The U.S. Supreme Court ruled in McCullen v. Coakley yesterday that a Massachusetts law prohibiting free-speech activities within 35 feet of the entrance or driveway of an abortion clinic violates the First Amendment.

The buffer zones serve the Commonwealth’s legitimate inter­ests in maintaining public safety on streets and sidewalks and in preserving access to adjacent reproductive healthcare facilities. See Schenck v. Pro-Choice Network of Western N. Y., 519 U. S. 357, 376. At the same time, however, they impose serious burdens on petition­ers’ speech, depriving them of their two primary methods of com­municating with arriving patients: close, personal conversations and distribution of literature. Those forms of expression have historically been closely associated with the transmission of ideas. While the Act may allow petitioners to “protest” outside the buffer zones, petition­ers are not protestors; they seek not merely to express their opposi­tion to abortion, but to engage in personal, caring, consensual conversations with women about various alternatives. It is thus no answer to say that petitioners can still be seen and heard by women within the buffer zones. If all that the women can see and hear are vocifer­ous opponents of abortion, then the buffer zones have effectively sti­fled petitioners’ message [emphasis mine; Chief Justice John Roberts, McCullen v. Coakley, 2014.06.26].

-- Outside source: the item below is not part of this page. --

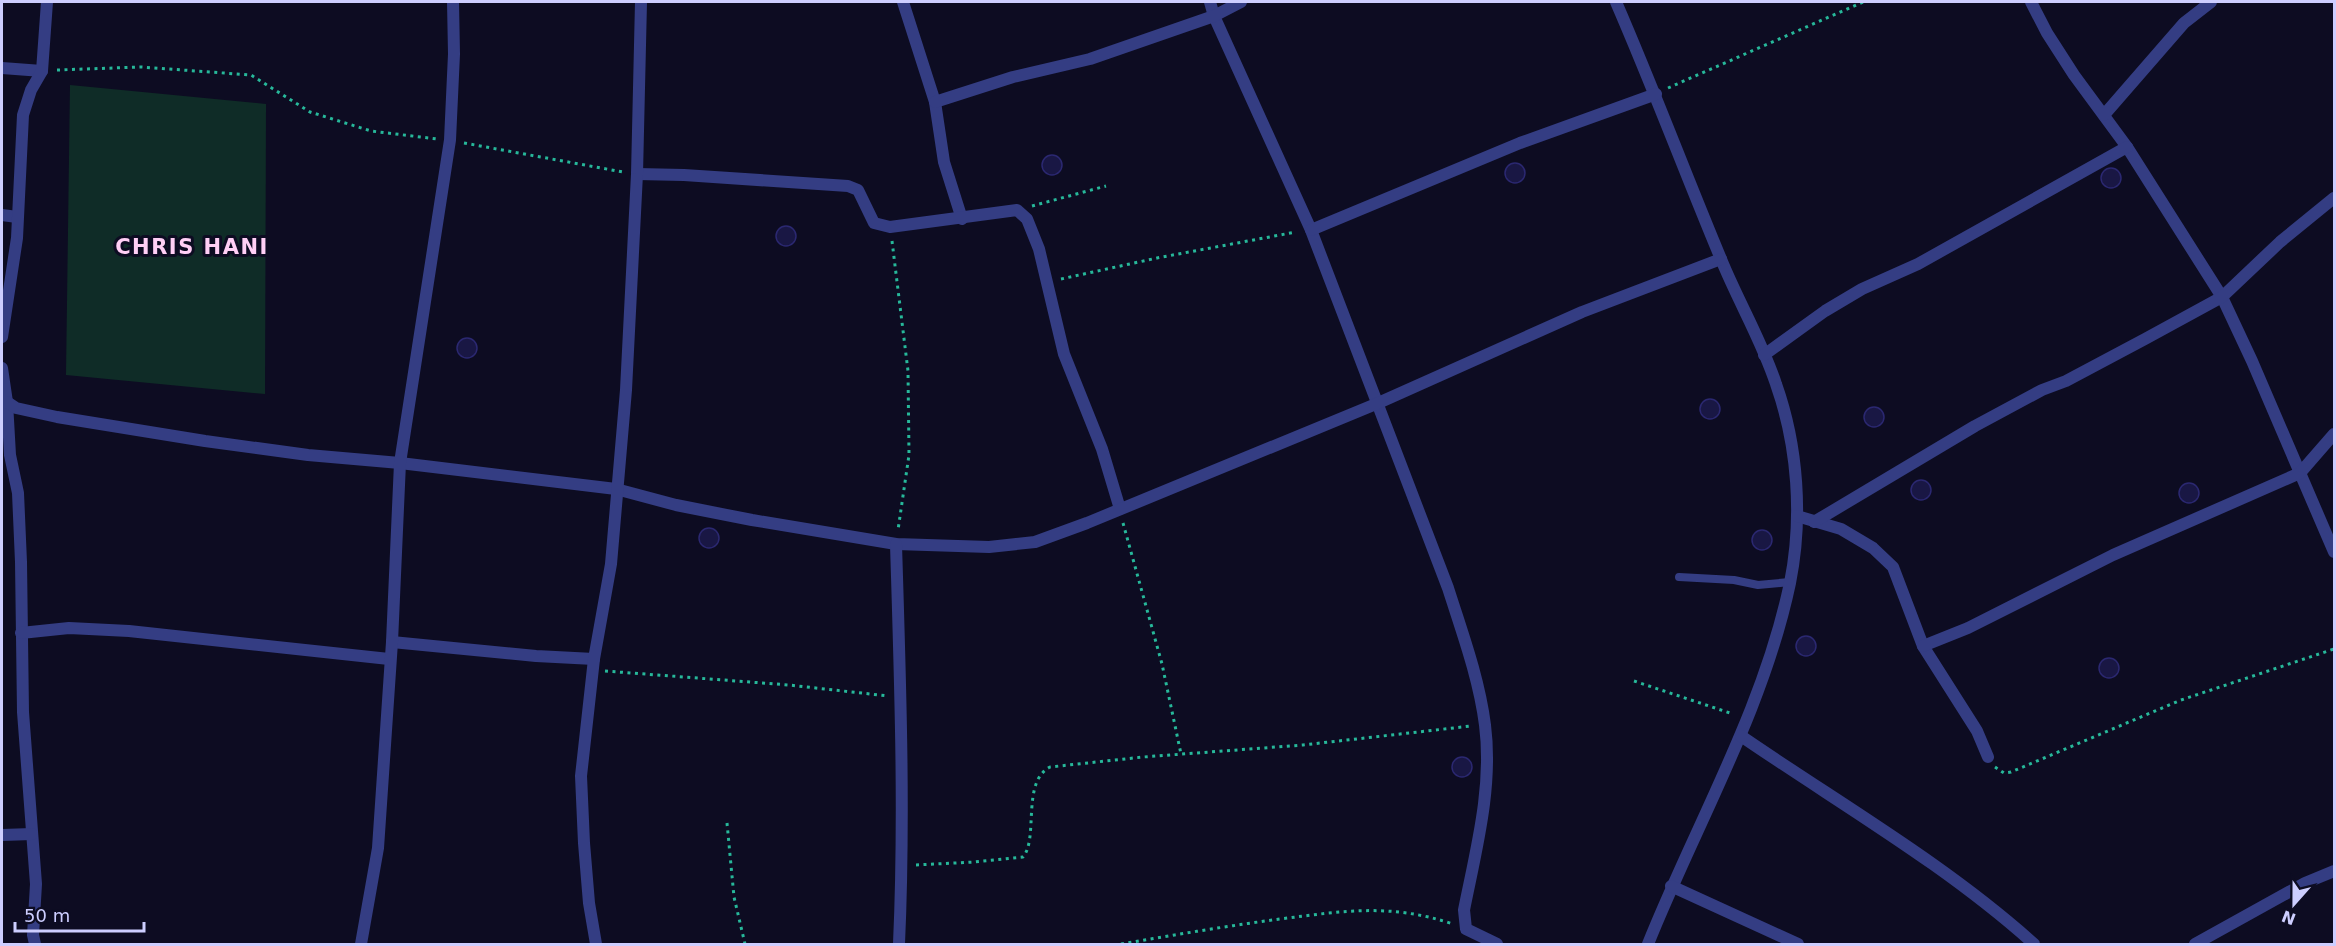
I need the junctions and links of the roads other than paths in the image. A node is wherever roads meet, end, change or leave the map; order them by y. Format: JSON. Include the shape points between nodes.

Great. Awesome. From this ruling, we may logically and legally conclude that...

  1. South Dakota's ban on free speech within 1,000 feet of funerals is unconstitutional... as long as the Westboro Baptist Church can restyle its followers as petitioners, not protestors, and gear down from shouting to simply handing out pamphlets and seek to engage in personal, caring, consensual conversations about how God hates fags and killed your son in Iraq because of gay marriage.
  2. Free speech zones outside political conventions and Presidential appearances are unconstitutional. I'm a petitioner, and laws do not trump my First Amendment right to approach the President, nominees for President, political party members, and anyone else attending such events and seek a personal, caring, consensual conversation.
  3. Peddling (petitioning for?) smut at an LGBT Pride Festival within 35 feet of children is perfectly constitutional. As long as smut peddlers aren't blocking the flow of traffic and are speaking in personal, caring tones, they're safe under the First Amendment. Wait... I already knew that... offensive, but constitutional.

I find the notion that the Supreme Court is covering for anti-abortion coercers bothersome. But I can't impugn their First Amendment logic. I will only ask that they extend that logic across the board... and that the beneficiaries of that First Amendment protection respect the civil boundaries the Court assumes petitioners will observe.